Offering a Gen Z perspective on pop culture, Kadance Lane, a social studies education major, cited the changes in behavior they’ve noticed in younger children. 

“The way social media is set up now makes the audience prone to follow trends of consumerism. Kids these days are growing up seeing all of these name brand things and they want those because it means that they’re cool. Like the phenomenon of Sephora 10 year-olds that see all of these bougie products from Sephora and want those specific products. This new generation is very based on heavy consumerism and following those buying trends,” Lane said. 

The phenomenon Lane refers to is the recent surge of TikTok videos produced by Sephora workers telling stories of preteens destroying merchandise or behaving badly due to lack of product stock.

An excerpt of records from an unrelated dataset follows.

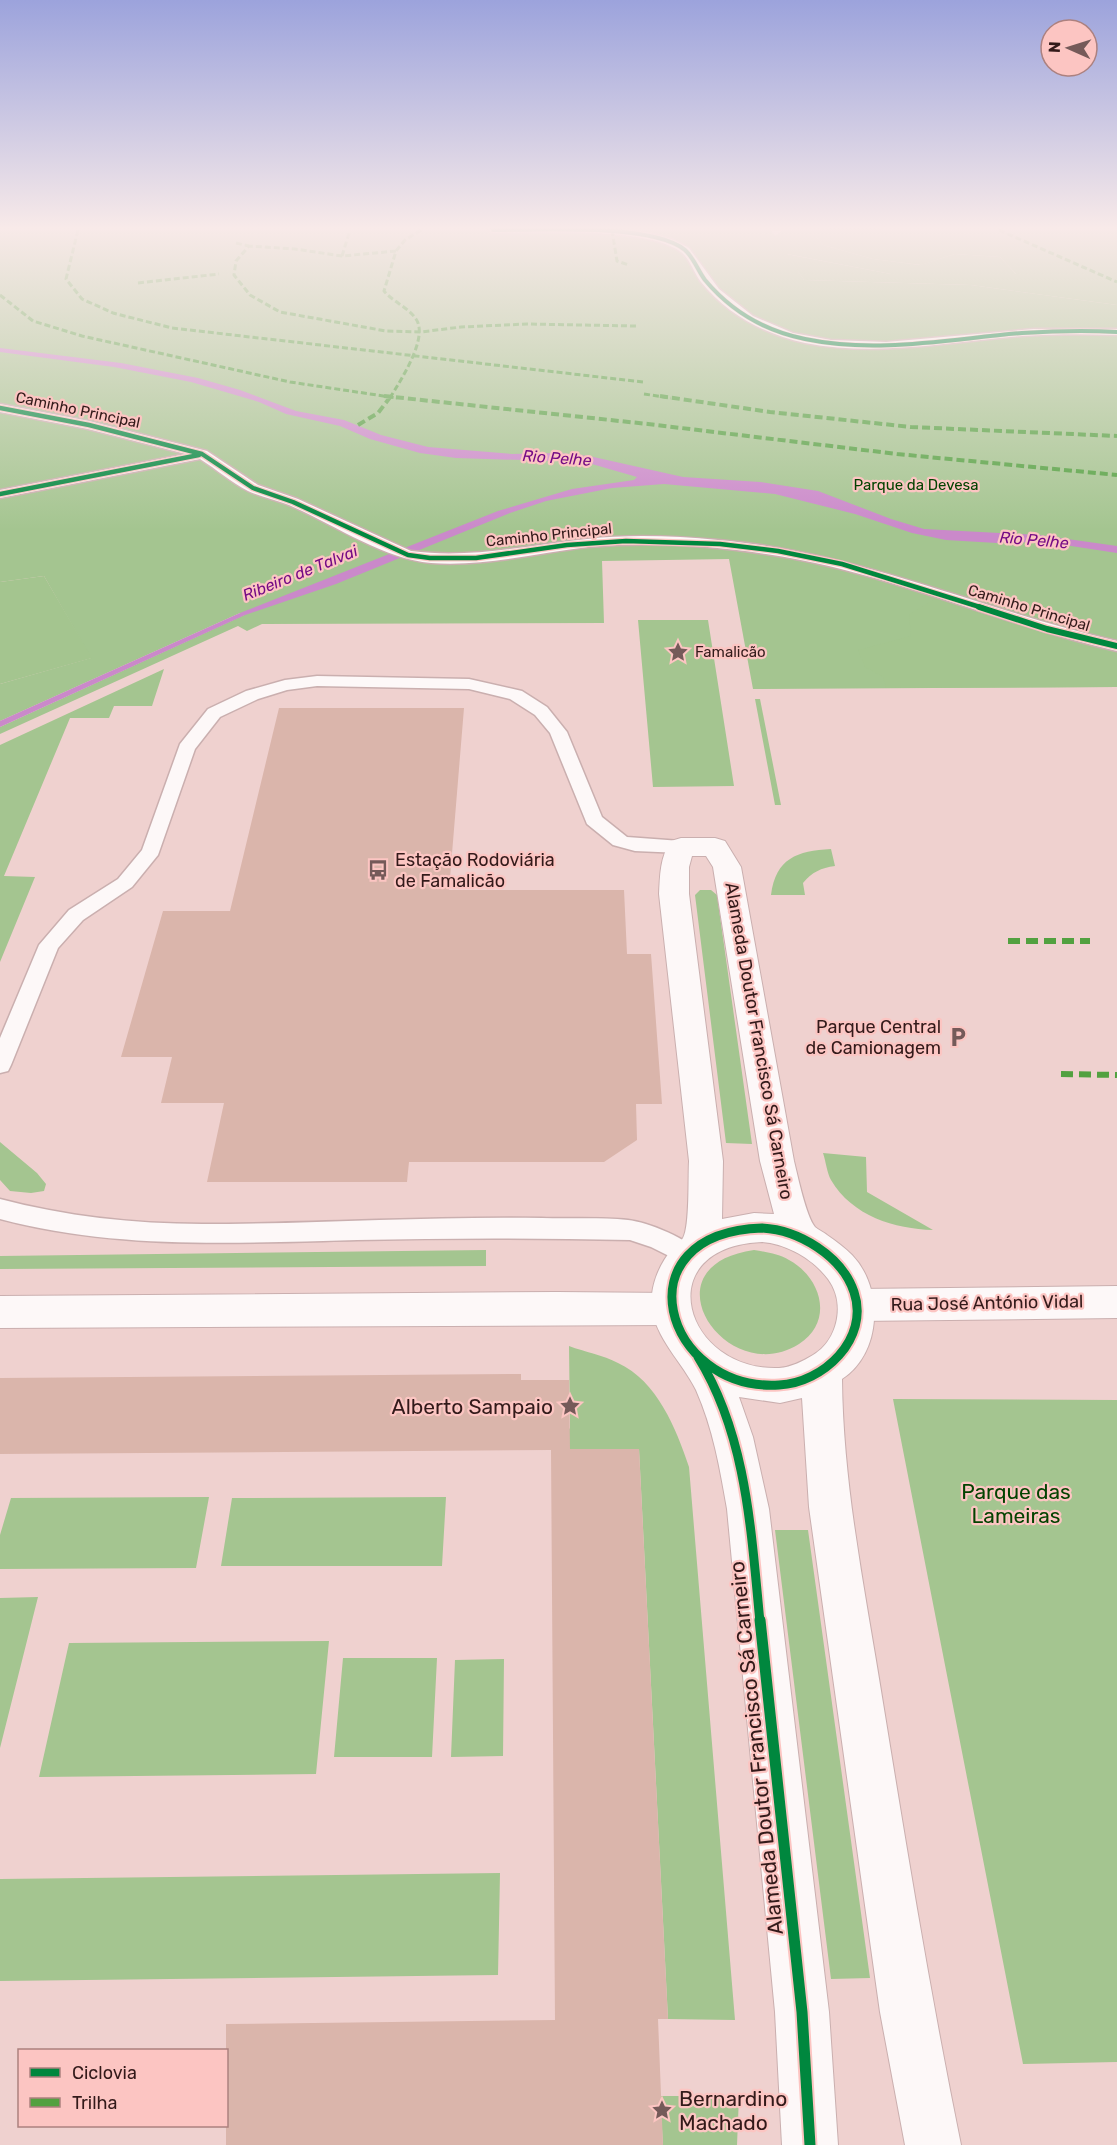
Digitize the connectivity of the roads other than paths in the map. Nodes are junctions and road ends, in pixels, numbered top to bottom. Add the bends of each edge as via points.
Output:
1 (773, 330) edge
2 (1117, 332) edge
3 (0, 408) edge
4 (202, 454) junction
5 (0, 494) edge
6 (1117, 646) edge
7 (681, 848) junction
8 (0, 1065) edge
9 (0, 1209) edge
10 (801, 1237) junction
11 (694, 1249) junction
12 (1117, 1302) edge
13 (857, 1305) junction
14 (671, 1309) junction
15 (0, 1312) edge
16 (698, 1357) junction
17 (822, 1373) junction
18 (810, 2145) edge
19 (933, 2145) edge

1 - 2 lane via 807,340 875,346 1022,333
3 - 4 lane, Caminho Principal via 89,425
4 - 5 lane
4 - 6 lane, Caminho Principal via 253,488 293,502 408,555 449,559 629,541 740,546 842,564 1023,622
7 - 8 lane via 620,841 594,820 558,732 542,711 516,695 469,684 285,684 214,713 186,748 151,850 125,883 76,915 49,945
7 - 10 street, Alameda Doutor Francisco Sá Carneiro via 715,847 727,867 777,1161
7 - 11 street via 675,867 674,894 706,1161 706,1202
9 - 11 lane via 118,1229 201,1234 488,1227 630,1230
10 - 11 street, Alameda Doutor Francisco Sá Carneiro via 759,1227 738,1229 719,1234
10 - 13 street, Alameda Doutor Francisco Sá Carneiro via 828,1254 848,1277
11 - 14 street via 677,1272 671,1290
12 - 13 street, Rua José António Vidal
13 - 17 street, Alameda Doutor Francisco Sá Carneiro via 856,1331 844,1354
14 - 15 street
14 - 16 street, Alameda Doutor Francisco Sá Carneiro via 681,1334
16 - 17 street, Alameda Doutor Francisco Sá Carneiro via 720,1372 746,1382 799,1382
16 - 18 street, Alameda Doutor Francisco Sá Carneiro via 735,1440 748,1509 802,2012
17 - 19 street via 830,1508 907,2012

This trend continues as preteens watch hours of beauty TikTok videos each day that glamorize the lifestyles portrayed by influencers selling brands like Drunk Elephants, Charlotte Tilbury, and Rare Beauty. 

Lori Hanlon, band director at Arkadelphia High School and alumna of ATU, is a millennial who works with teen students. She suggested socioeconomic differences may affect teens’ addiction to social trends. 

“Students in suburban school districts I’ve worked for didn’t obsessively devour TikTok trends and media because their lives are filled with other activities outside of the school day. They had clubs, sports, music lessons and family events. Their parents were more available and involved in students’ lives. When a TikTok reference was made, only a few students would notice,” Hanlon said. 

Hanlon said that students in rural areas are more likely to have more alone time and less parental guidance. 

“Less kids are involved in organizations outside of school, and they fill their extra time with social media or video games. Additionally, their parents work nights and are less aware of how much time their students spend online. When a TikTok trend was referenced in those classes, the majority of students noticed it immediately,” Hanlon said. 

The current state of popular culture reflects an era of mass consumption and highlights the idea that popular culture isn’t just used, but uses the people that indulge in it. As corporations gain a better understanding of social media, pop culture is being commercialized more than ever.

Dr. Jay Hudkins emphasized this idea when he said: “When I study popular culture, I start with the premise that Americans use and are used by popular culture artifacts and that popular culture artifacts communicate messages that influence and impact our understanding of class, ethnicity, gender, nationality, race, sexuality, technology, and other cultural markers. Popular culture is vital to our identity construction. Popular culture artifacts construct, reflect and shape our cultural, national, personal and social identities.”